Muchos han sido los avisos a lo largo de la historia de España anunciando que algún día un iluminado iba a romper la convivencia de los españoles. Ha habido tantos avisos y tantos fuegos de artificio anunciando ese momento, que nadie creía que eso podía pasar pensando quizá, como en la historia de Pedro y el Lobo que era una broma de mal gusto. Desgraciadamente el lobo llegó y el daño provocado va a ser difícil de reparar.

No hay que esperar para constatar, independientemente de lo que suceda el 1-O, que Cataluña está rota y que el resto de los españoles miran con recelo a una comunidad autónoma que tradicionalmente ha pugnado por autogobernarse, fuera del Estado Español.

La confrontación política que está viviendo Cataluña ha calado en una sociedad cada vez más fracturada. Los fanáticos independentistas, alentados por una burguesía catalana que no sabe vivir en democracia y que necesita tener un Estado propio para seguir manteniendo sus privilegios sociales y económicos, han consolidado la línea de división entre los ciudadanos en función de su adhesión o no a la propuesta secesionista. El estar conmigo o estar contra mí es una disyuntiva muy grave que altera la convivencia al acentuar el extremismo en los posicionamientos y daña irremisiblemente el sistema democrático.

Está muy bien reconocer las bondades de la transición, pero no es bueno recrearse sólo en ellas sin hacer autocrítica a la inoperancia de los grandes partidos en desarrollar políticas encaminadas a mejorar el estado de las autonomías, hacia un modelo democrático solidario y más equilibrado.

Somos muchos los que hemos denunciado la injusticia que supone que haya autonomías de primera, de segunda y hasta de tercera división y no digamos el agravio que supuso a la Región Histórica de León que ni siquiera se la tuviese en cuenta en el diseño del nuevo Estado Español, a pesar de estar reconocido y amparado por el artículo 143 de la Constitución Española su derecho a la autonomía.

Todo esto existe porque estar en el poder tiene su peaje y así a los grandes partidos que han gobernado España no les ha importado dejar campar a sus anchas a los nacionalismos con tal de obtener apoyos parlamentarios. Ejemplo sangrante de cómo el nacionalismo catalán ha ido inculcando el sentimiento antiespañol con total impunidad a la sociedad catalana es que no ha habido una Ley de Educación Estatal que fijara los mínimos contenidos para tener una visión común de España y no digamos el despropósito que ha sido permitir que la lengua catalana haya desplazado significativamente a la lengua española en Cataluña, a costa incluso de que sus propios ciudadanos pierdan competitividad por hablar una lengua localista.

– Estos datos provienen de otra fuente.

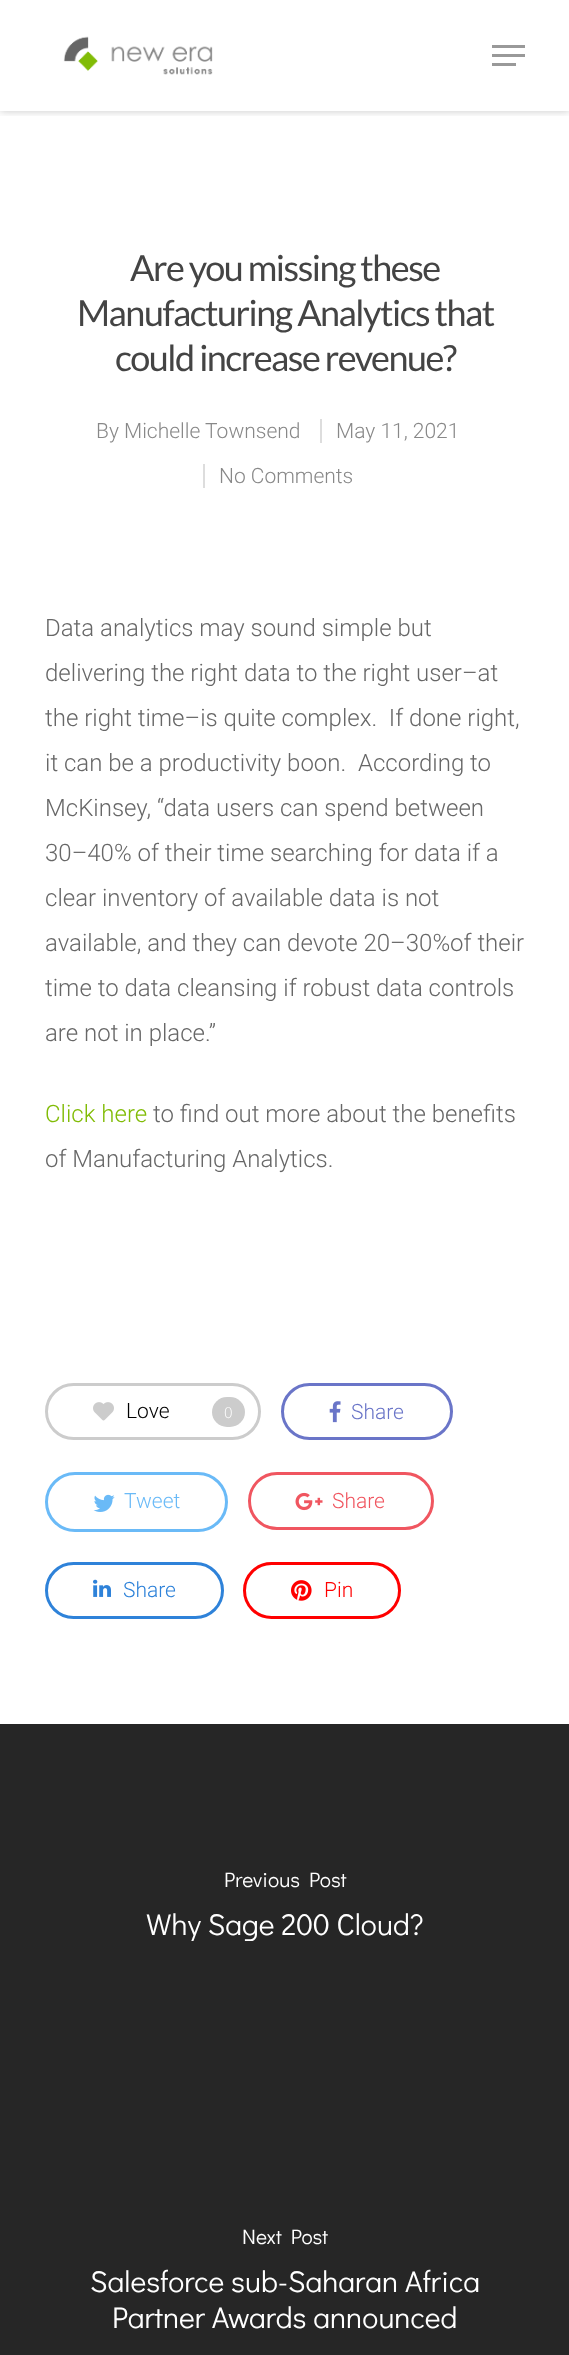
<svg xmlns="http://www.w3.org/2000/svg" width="569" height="2355">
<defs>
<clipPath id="clip1"><rect x="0" y="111" width="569" height="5"/></clipPath>
</defs>
<rect width="100%" height="100%" fill="#fff"/>
<g clip-path="url(#clip1)">
<rect width="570" height="111" fill="#00000038" filter="blur(4px)"/>
</g>
<image x="63" y="36" width="150" height="39" href="media/1.png"/>
<rect x="492" y="45" width="33" height="3" fill="#999"/>
<rect x="492" y="63" width="24" height="3" fill="#999"/>
<rect x="492" y="54" width="33" height="3" fill="#999"/>
<text x="130" y="281" style="font-family:Lato;font-size:36px;letter-spacing:-1.5px;fill:#444">Are you missing these</text>
<text x="77" y="326" style="font-family:Lato;font-size:36px;letter-spacing:-1.5px;fill:#444">Manufacturing Analytics that</text>
<text x="115" y="371" style="font-family:Lato;font-size:36px;letter-spacing:-1.5px;fill:#444">could increase revenue?</text>
<text x="96" y="438" style="font-family:Roboto;font-size:21px;font-weight:300;fill:#888">By Michelle Townsend</text>
<rect x="320" y="419" width="2" height="24" fill="#ddd"/>
<text x="336" y="438" style="font-family:Roboto;font-size:21px;font-weight:300;fill:#888">May 11, 2021</text>
<rect x="203" y="464" width="2" height="24" fill="#ddd"/>
<text x="219" y="483" style="font-family:Roboto;font-size:21px;font-weight:300;fill:#888">No Comments</text>
<text x="45" y="636" style="font-family:Roboto;font-size:24px;font-weight:300;fill:#676767">Data analytics may sound simple but</text>
<text x="45" y="681" style="font-family:Roboto;font-size:24px;font-weight:300;fill:#676767">delivering the right data to the right user–at</text>
<text x="45" y="726" style="font-family:Roboto;font-size:24px;font-weight:300;fill:#676767" xml:space="preserve">the right time–is quite complex.  If done right,</text>
<text x="45" y="771" style="font-family:Roboto;font-size:24px;font-weight:300;fill:#676767" xml:space="preserve">it can be a productivity boon.  According to</text>
<text x="45" y="816" style="font-family:Roboto;font-size:24px;font-weight:300;fill:#676767">McKinsey, “data users can spend between</text>
<text x="45" y="861" style="font-family:Roboto;font-size:24px;font-weight:300;fill:#676767">30–40% of their time searching for data if a</text>
<text x="45" y="906" style="font-family:Roboto;font-size:24px;font-weight:300;fill:#676767">clear inventory of available data is not</text>
<text x="45" y="951" style="font-family:Roboto;font-size:24px;font-weight:300;fill:#676767">available, and they can devote 20–30%of their</text>
<text x="45" y="996" style="font-family:Roboto;font-size:24px;font-weight:300;fill:#676767">time to data cleansing if robust data controls</text>
<text x="45" y="1041" style="font-family:Roboto;font-size:24px;font-weight:300;fill:#676767">are not in place.”</text>
<text x="45" y="1122" style="font-family:Roboto;font-size:24px;font-weight:300;fill:#81bc06">Click here</text>
<text x="153" y="1122" style="font-family:Roboto;font-size:24px;font-weight:300;fill:#676767">to find out more about the benefits</text>
<text x="45" y="1167" style="font-family:Roboto;font-size:24px;font-weight:300;fill:#676767">of Manufacturing Analytics.</text>
<rect x="46.5" y="1384.5" width="213" height="54" rx="27" fill="none" stroke="#ccc" stroke-width="3"/>
<image x="93" y="1402" width="21" height="19" href="media/2.png"/>
<text x="126" y="1418" style="font-family:Roboto;font-size:21px;font-weight:300;fill:#000">Love</text>
<rect x="212" y="1397" width="33" height="30" rx="15" fill="#ccc"/>
<text x="224" y="1418" style="font-family:Open Sans;font-size:15px;font-weight:300;fill:#fff">0</text>
<rect x="282.5" y="1384.5" width="169" height="54" rx="27" fill="none" stroke="#6a75c8" stroke-width="3"/>
<image x="329" y="1401" width="12" height="22" href="media/3.png"/>
<text x="351" y="1419" style="font-family:Roboto;font-size:21px;font-weight:300;fill:#6a75c8">Share</text>
<rect x="46.5" y="1473.5" width="180" height="57" rx="28.5" fill="none" stroke="#6abaf7" stroke-width="3"/>
<image x="93" y="1494" width="22" height="18" href="media/4.png"/>
<text x="124" y="1508" style="font-family:Roboto;font-size:21px;font-weight:300;fill:#6abaf7">Tweet</text>
<rect x="249.5" y="1473.5" width="183" height="55" rx="27.5" fill="none" stroke="#f05660" stroke-width="3"/>
<image x="295" y="1492" width="28" height="19" href="media/5.png"/>
<text x="332" y="1508" style="font-family:Roboto;font-size:21px;font-weight:300;fill:#f05660">Share</text>
<rect x="46.5" y="1563.5" width="176" height="54" rx="27" fill="none" stroke="#2e82d9" stroke-width="3"/>
<image x="93" y="1579" width="18" height="18" href="media/6.png"/>
<text x="123" y="1597" style="font-family:Roboto;font-size:21px;font-weight:300;fill:#2e82d9">Share</text>
<rect x="244.5" y="1563.5" width="155" height="54" rx="27" fill="none" stroke="#f00" stroke-width="3"/>
<image x="291" y="1580" width="21" height="21" href="media/7.png"/>
<text x="324" y="1597" style="font-family:Roboto;font-size:21px;font-weight:300;fill:#f00">Pin</text>
<rect y="1724" width="569" height="631" fill="#262626"/>
<text x="224" y="1887" style="font-family:Didact Gothic;font-size:21px;fill:#fff">Previous Post</text>
<text x="146" y="1935" style="font-family:Didact Gothic;font-size:30px;fill:#fff">Why Sage 200 Cloud?</text>
<text x="242" y="2244" style="font-family:Didact Gothic;font-size:21px;fill:#fff">Next Post</text>
<text x="90" y="2292" style="font-family:Didact Gothic;font-size:30px;fill:#fff">Salesforce sub-Saharan Africa</text>
<text x="112" y="2328" style="font-family:Didact Gothic;font-size:30px;fill:#fff">Partner Awards announced</text>
</svg>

El nacionalismo catalán ha conseguido que se les vea como los únicos representantes de la nueva Cataluña. Les da igual que más del 50% de los votantes no les otorgasen su confianza en las últimas elecciones autonómicas; les da igual que el 1-O vote sólo un tercio del electorado, les da igual que sea ilegal o que la consulta no cuente con las garantías que pudiera tener en cualquier país civilizado. Todo esto les da igual con tal de justificar que las urnas les den un SÍ.

El delirio secesionista provocado por unos iluminados está causando un daño terrible a Cataluña y al conjunto de los ciudadanos y si el gobierno de España, los partidos políticos sensatos y las instituciones no lo paran, el daño aún puede ser mayor. Ocurrencias como expropiar la catedral de Barcelona para crear una escuela de música delata a unos tipos que lo único que pretenden es eliminar de la forma que sea a todo aquel que no piense como ellos.

Es hora de actuar con serenidad y contundencia. Hay que replantearse el Estado de las Autonomías, hacer una reforma electoral y una urgente revisión de la Constitución. Todo esto hay que hacerlo ya, pero desde la moderación y el consenso y siempre bajo el estricto cumplimiento de la Ley.

El síndrome de Hybris o la borrachera de poder parece que está tomando forma en alguno de los nuevos políticos que vuelven a mirar de reojo a los extremismos nacionalistas, que ven en ellos una oportunidad nada despreciable de ascender a la élite gobernante. Son imprudentes y toman decisiones por su cuenta sin consultar con nadie con tal de obtener sus objetivos.

Estamos en un momento crítico y no se puede andar con tibiezas. El botón de la excepcionalidad desgraciadamente se debe aplicar con todo rigor ante la presión que supone el 1-O, pero cualquier medida que se tome debe contar con el mayor consenso posible para no equivocarse y causar más daño.